* [DIRECTIONS FOR THIS TASK]:
Find the lines in the records that carry the word "Central". Copy each one.

Stored data:

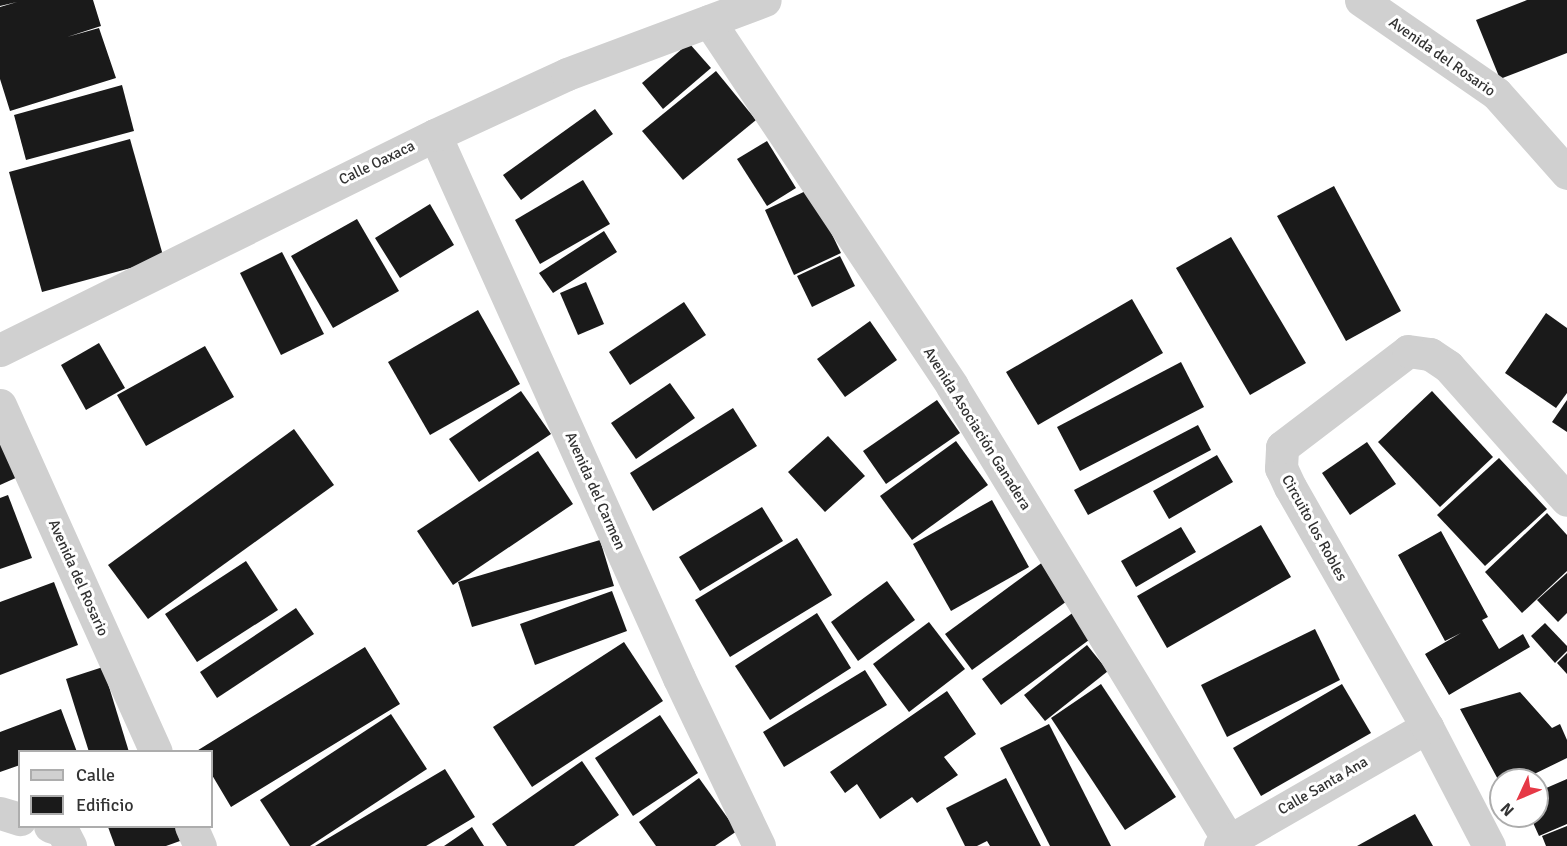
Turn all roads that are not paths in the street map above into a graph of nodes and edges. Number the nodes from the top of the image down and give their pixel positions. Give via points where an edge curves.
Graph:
1 (765, 0) edge
2 (1361, 0) edge
3 (709, 21) junction
4 (435, 135) junction
5 (1567, 173) edge
6 (0, 350) edge
7 (0, 405) edge
8 (1567, 500) edge
9 (1427, 727) junction
10 (155, 750) edge
11 (0, 813) edge
12 (18, 818) edge
13 (56, 828) edge
14 (192, 828) edge
15 (1227, 844) edge
16 (70, 846) edge
17 (200, 846) edge
18 (759, 846) edge
19 (1490, 846) edge

1 - 3 street, Calle Oaxaca
2 - 5 street, Avenida del Rosario via 1496,93
3 - 4 street, Calle Oaxaca via 567,74
3 - 15 street, Avenida Asociación Ganadera via 952,386
4 - 6 street, Calle Oaxaca
4 - 18 street, Avenida del Carmen via 679,678
7 - 10 street, Avenida del Rosario
8 - 9 street, Circuito los Robles via 1448,366 1430,354 1408,351 1282,447 1281,468 1290,487
9 - 15 street, Calle Santa Ana
9 - 19 street, Circuito los Robles
11 - 12 street
13 - 16 street via 62,830
14 - 17 street

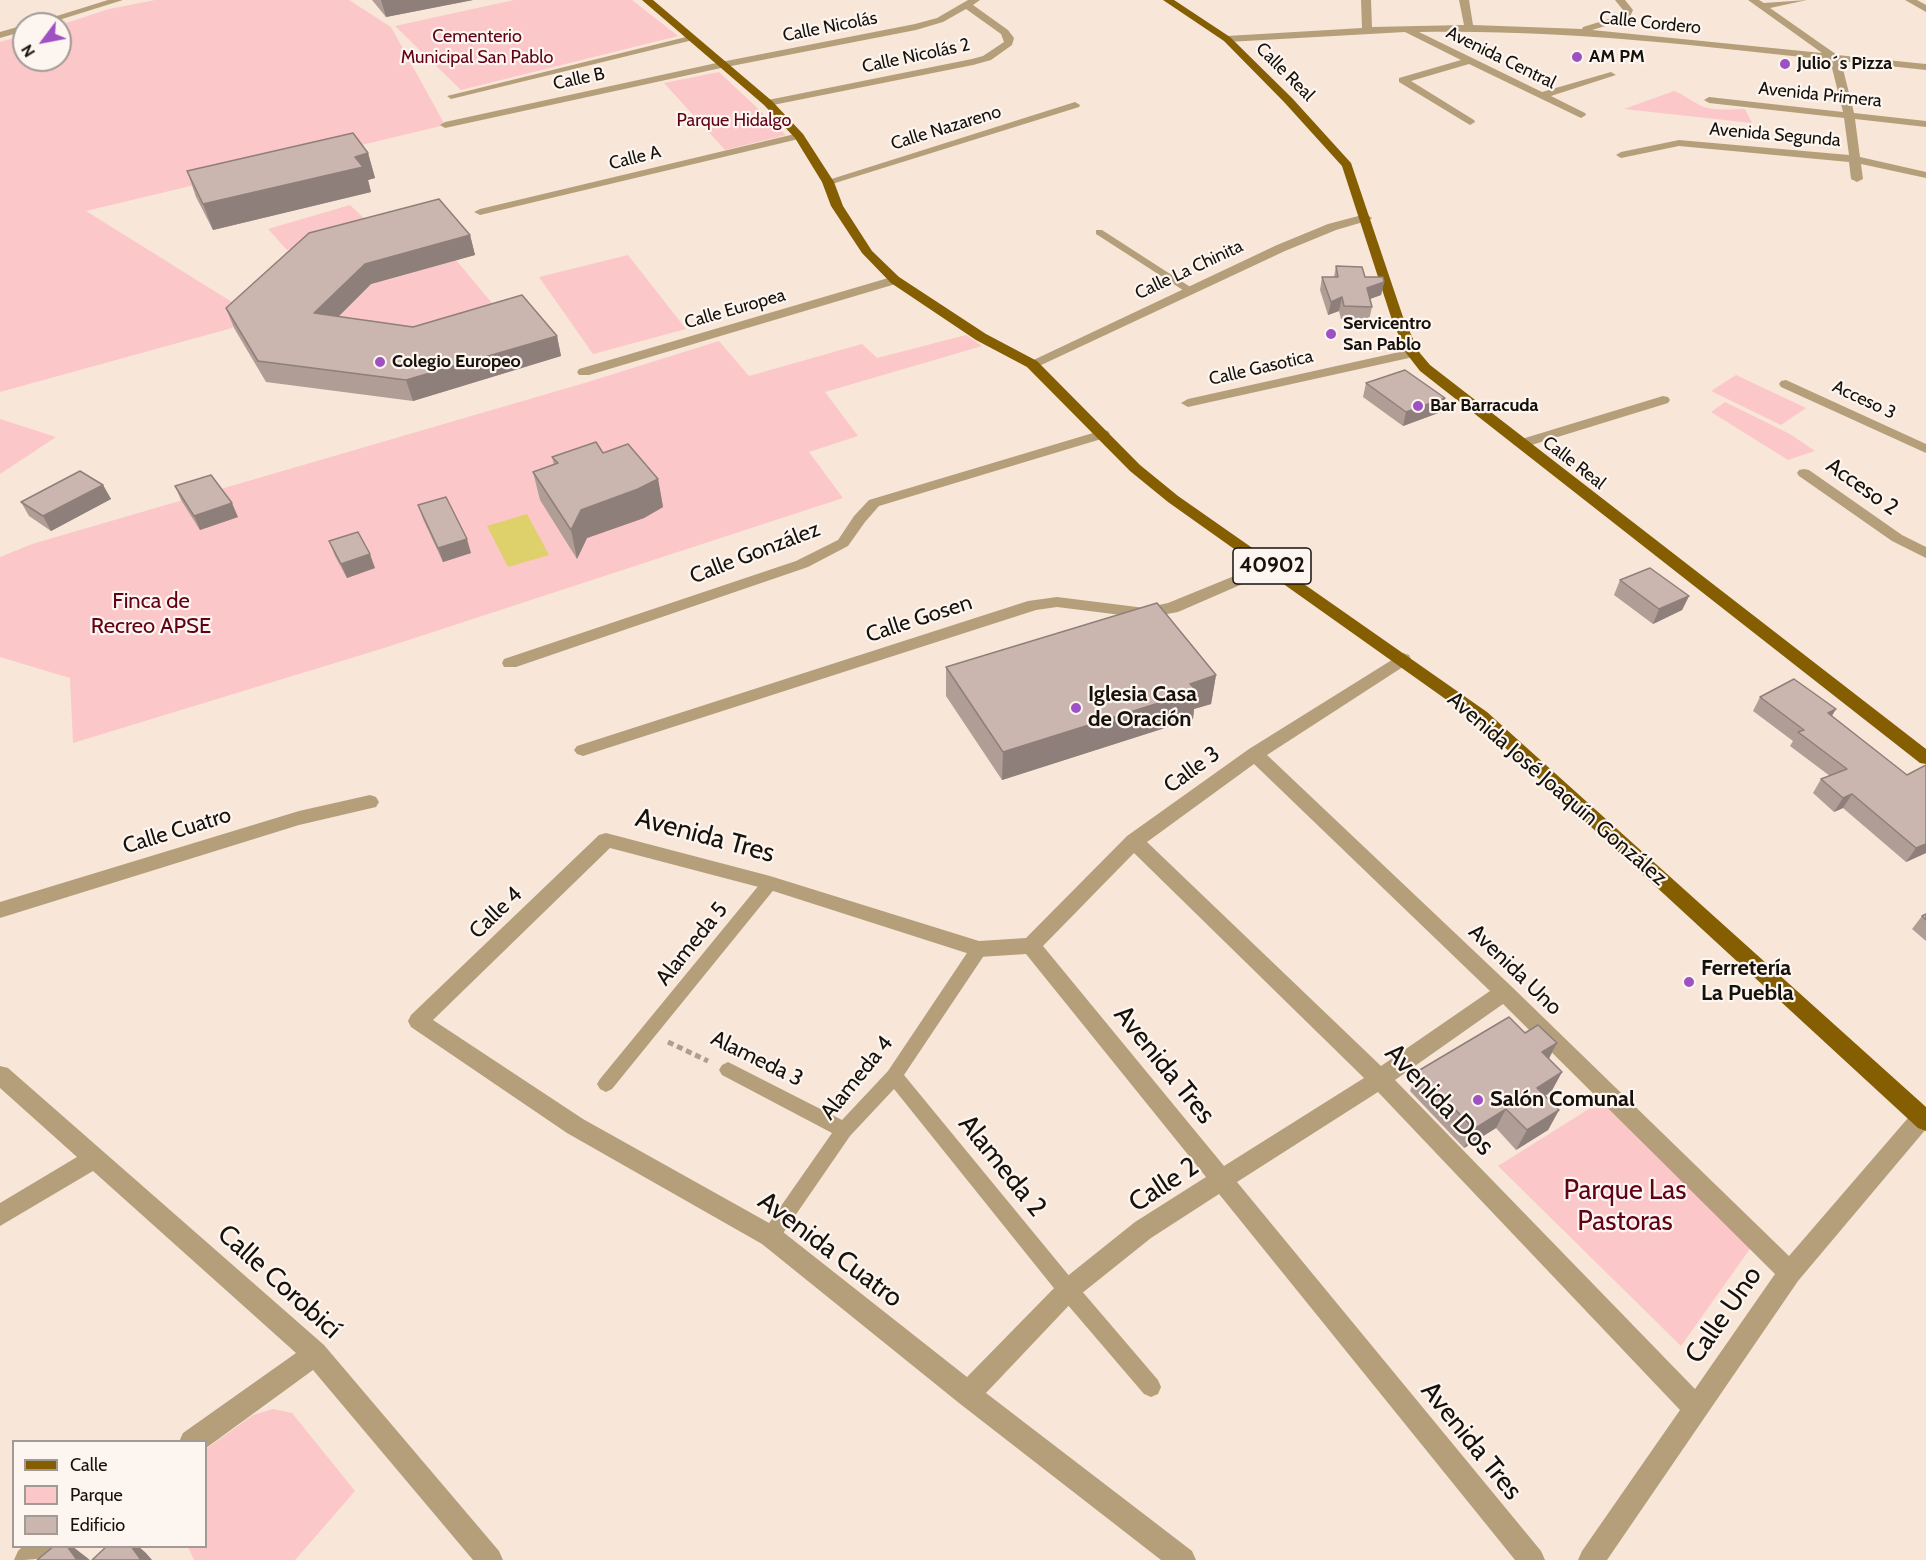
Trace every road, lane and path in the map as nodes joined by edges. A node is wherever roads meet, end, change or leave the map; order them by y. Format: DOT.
graph roads {
  1 [pos="118,0"];
  2 [pos="647,0"];
  3 [pos="1168,0"];
  4 [pos="1366,0"];
  5 [pos="1464,0"];
  6 [pos="1620,0"];
  7 [pos="1753,0"];
  8 [pos="1802,0"];
  9 [pos="1910,0"];
  10 [pos="971,3"];
  11 [pos="1763,6"];
  12 [pos="1926,9"];
  13 [pos="72,13"];
  14 [pos="1469,28"];
  15 [pos="1367,29"];
  16 [pos="1406,29"];
  17 [pos="1576,32"];
  18 [pos="690,38"];
  19 [pos="1227,39"];
  20 [pos="1835,58"];
  21 [pos="1468,61"];
  22 [pos="721,65"];
  23 [pos="1926,66"];
  24 [pos="1611,75"];
  25 [pos="451,96"];
  26 [pos="1540,96"];
  27 [pos="1710,100"];
  28 [pos="768,103"];
  29 [pos="1075,105"];
  30 [pos="1849,114"];
  31 [pos="1581,115"];
  32 [pos="1470,122"];
  33 [pos="1926,124"];
  34 [pos="445,125"];
  35 [pos="799,136"];
  36 [pos="1622,155"];
  37 [pos="1853,159"];
  38 [pos="1926,175"];
  39 [pos="1857,179"];
  40 [pos="828,182"];
  41 [pos="480,212"];
  42 [pos="1366,218"];
  43 [pos="1100,232"];
  44 [pos="895,280"];
  45 [pos="1190,290"];
  46 [pos="1413,352"];
  47 [pos="1032,364"];
  48 [pos="584,372"];
  49 [pos="1786,384"];
  50 [pos="1664,400"];
  51 [pos="1188,403"];
  52 [pos="1102,434"];
  53 [pos="1520,444"];
  54 [pos="1926,449"];
  55 [pos="1804,473"];
  56 [pos="1926,553"];
  57 [pos="1271,566"];
  58 [pos="1403,659"];
  59 [pos="510,663"];
  60 [pos="582,750"];
  61 [pos="1255,754"];
  62 [pos="1926,758"];
  63 [pos="370,802"];
  64 [pos="606,840"];
  65 [pos="1134,841"];
  66 [pos="770,883"];
  67 [pos="0,910"];
  68 [pos="1031,946"];
  69 [pos="979,949"];
  70 [pos="1503,992"];
  71 [pos="418,1021"];
  72 [pos="648,1033"];
  73 [pos="728,1070"];
  74 [pos="0,1075"];
  75 [pos="894,1076"];
  76 [pos="1380,1079"];
  77 [pos="606,1084"];
  78 [pos="1925,1118"];
  79 [pos="844,1130"];
  80 [pos="94,1158"];
  81 [pos="1222,1181"];
  82 [pos="0,1215"];
  83 [pos="770,1236"];
  84 [pos="1790,1273"];
  85 [pos="1068,1290"];
  86 [pos="315,1354"];
  87 [pos="1151,1387"];
  88 [pos="968,1394"];
  89 [pos="1695,1407"];
  90 [pos="195,1440"];
  91 [pos="43,1548"];
  92 [pos="27,1560"];
  93 [pos="490,1560"];
  94 [pos="1183,1560"];
  95 [pos="1532,1560"];
  96 [pos="1591,1560"];
  1 -- 13 [label="street"];
  2 -- 18 [label="main road, Avenida José Joaquín González / 40902"];
  3 -- 19 [label="main road, Calle Real"];
  4 -- 15 [label="street"];
  5 -- 14 [label="street"];
  6 -- 17 [label="street"];
  7 -- 11 [label="street, Avenida Primera"];
  8 -- 11 [label="street"];
  9 -- 12 [label="street"];
  10 -- 22 [label="street, Calle Nicolás"];
  10 -- 28 [label="street, Calle Nicolás 2"];
  11 -- 20 [label="street, Avenida Primera"];
  14 -- 16 [label="street, Calle Cordero"];
  14 -- 17 [label="street, Calle Cordero"];
  15 -- 16 [label="street, Calle Cordero"];
  15 -- 19 [label="street, Calle Cordero"];
  16 -- 21 [label="street, Avenida Central"];
  17 -- 20 [label="street, Calle Cordero"];
  18 -- 22 [label="main road, Avenida José Joaquín González / 40902"];
  18 -- 25 [label="lane"];
  19 -- 42 [label="main road, Calle Real"];
  20 -- 23 [label="street, Calle Cordero"];
  20 -- 30 [label="street"];
  21 -- 26 [label="street, Avenida Central"];
  21 -- 32 [label="street"];
  22 -- 28 [label="main road, Avenida José Joaquín González / 40902"];
  22 -- 34 [label="street, Calle B"];
  24 -- 26 [label="street"];
  26 -- 31 [label="street, Avenida Central"];
  27 -- 30 [label="street, Avenida Primera"];
  28 -- 35 [label="main road, Avenida José Joaquín González / 40902"];
  29 -- 40 [label="street, Calle Nazareno"];
  30 -- 33 [label="street, Avenida Primera"];
  30 -- 37 [label="street"];
  35 -- 40 [label="main road, Avenida José Joaquín González / 40902"];
  35 -- 41 [label="street, Calle A"];
  36 -- 37 [label="street, Avenida Segunda"];
  37 -- 38 [label="street, Avenida Segunda"];
  37 -- 39 [label="street"];
  40 -- 44 [label="main road, Avenida José Joaquín González / 40902"];
  42 -- 45 [label="street, Calle La Chinita"];
  42 -- 46 [label="main road, Calle Real"];
  43 -- 45 [label="lane"];
  44 -- 47 [label="main road, Avenida José Joaquín González / 40902"];
  44 -- 48 [label="street, Calle Europea"];
  45 -- 47 [label="street, Calle La Chinita"];
  46 -- 51 [label="street, Calle Gasotica"];
  46 -- 53 [label="main road, Calle Real"];
  47 -- 52 [label="main road, Avenida José Joaquín González / 40902"];
  49 -- 54 [label="street, Acceso 3"];
  50 -- 53 [label="street"];
  52 -- 57 [label="main road, Avenida José Joaquín González / 40902"];
  52 -- 59 [label="street, Calle González"];
  53 -- 62 [label="main road, Calle Real"];
  55 -- 56 [label="street, Acceso 2"];
  57 -- 58 [label="main road, Avenida José Joaquín González / 40902"];
  57 -- 60 [label="street, Calle Gosen"];
  58 -- 61 [label="street, Calle 3"];
  58 -- 78 [label="main road, Avenida José Joaquín González / 40902"];
  61 -- 65 [label="street, Calle 3"];
  61 -- 70 [label="street, Avenida Uno"];
  63 -- 67 [label="street, Calle Cuatro"];
  64 -- 66 [label="street, Avenida Tres"];
  64 -- 71 [label="street, Calle 4"];
  65 -- 68 [label="street, Calle 3"];
  65 -- 76 [label="street, Avenida Dos"];
  66 -- 69 [label="street, Avenida Tres"];
  66 -- 72 [label="lane, Alameda 5"];
  68 -- 69 [label="street, Avenida Tres"];
  68 -- 81 [label="street, Avenida Tres"];
  69 -- 75 [label="lane, Alameda 4"];
  70 -- 76 [label="street, Calle 2"];
  70 -- 84 [label="street, Avenida Uno"];
  71 -- 83 [label="street, Avenida Cuatro"];
  72 -- 73 [label="path, Alameda 3"];
  72 -- 77 [label="lane"];
  73 -- 79 [label="lane, Alameda 3"];
  74 -- 80 [label="street, Calle Corobicí"];
  75 -- 79 [label="lane, Alameda 4"];
  75 -- 85 [label="lane, Alameda 2"];
  76 -- 81 [label="street, Calle 2"];
  76 -- 89 [label="street, Avenida Dos"];
  78 -- 84 [label="street, Calle Uno"];
  79 -- 83 [label="lane, Alameda 4"];
  80 -- 82 [label="street"];
  80 -- 86 [label="street, Calle Corobicí"];
  81 -- 85 [label="street, Calle 2"];
  81 -- 95 [label="street, Avenida Tres"];
  83 -- 88 [label="street, Avenida Cuatro"];
  84 -- 89 [label="street, Calle Uno"];
  85 -- 87 [label="lane, Alameda 2"];
  85 -- 88 [label="street, Calle 2"];
  86 -- 90 [label="street"];
  86 -- 93 [label="street, Calle Corobicí"];
  88 -- 94 [label="street, Avenida Cuatro"];
  89 -- 96 [label="street, Calle Uno"];
  91 -- 92 [label="street"];
}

* [ANSWER BELOW]:
  16 -- 21 [label="street, Avenida Central"];
  21 -- 26 [label="street, Avenida Central"];
  26 -- 31 [label="street, Avenida Central"];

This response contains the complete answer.